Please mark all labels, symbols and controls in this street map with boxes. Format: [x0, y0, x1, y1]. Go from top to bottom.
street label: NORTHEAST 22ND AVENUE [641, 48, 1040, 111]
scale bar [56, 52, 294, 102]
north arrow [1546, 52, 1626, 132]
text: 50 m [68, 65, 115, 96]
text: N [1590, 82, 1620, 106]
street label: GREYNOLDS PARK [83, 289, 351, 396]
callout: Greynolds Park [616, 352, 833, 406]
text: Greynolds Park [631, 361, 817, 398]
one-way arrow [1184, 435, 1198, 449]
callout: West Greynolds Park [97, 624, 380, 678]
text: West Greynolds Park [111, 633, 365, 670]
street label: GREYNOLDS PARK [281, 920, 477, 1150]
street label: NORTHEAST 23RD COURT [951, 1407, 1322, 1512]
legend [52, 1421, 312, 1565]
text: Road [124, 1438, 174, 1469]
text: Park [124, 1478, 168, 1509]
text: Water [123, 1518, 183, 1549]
++++++++
EXERCISE DIRECTIONS ::
None of the records may be left out; each is to be restated exactly.

TASK OUTPUT ::
Please mark all labels, symbols and controls in this street map with boxes. Format: [x0, y0, x1, y1]. Go from top to bottom.
street label: NORTHEAST 22ND AVENUE [641, 48, 1040, 111]
scale bar [56, 52, 294, 102]
north arrow [1546, 52, 1626, 132]
text: 50 m [68, 65, 115, 96]
text: N [1590, 82, 1620, 106]
street label: GREYNOLDS PARK [83, 289, 351, 396]
callout: Greynolds Park [616, 352, 833, 406]
text: Greynolds Park [631, 361, 817, 398]
one-way arrow [1184, 435, 1198, 449]
callout: West Greynolds Park [97, 624, 380, 678]
text: West Greynolds Park [111, 633, 365, 670]
street label: GREYNOLDS PARK [281, 920, 477, 1150]
street label: NORTHEAST 23RD COURT [951, 1407, 1322, 1512]
legend [52, 1421, 312, 1565]
text: Road [124, 1438, 174, 1469]
text: Park [124, 1478, 168, 1509]
text: Water [123, 1518, 183, 1549]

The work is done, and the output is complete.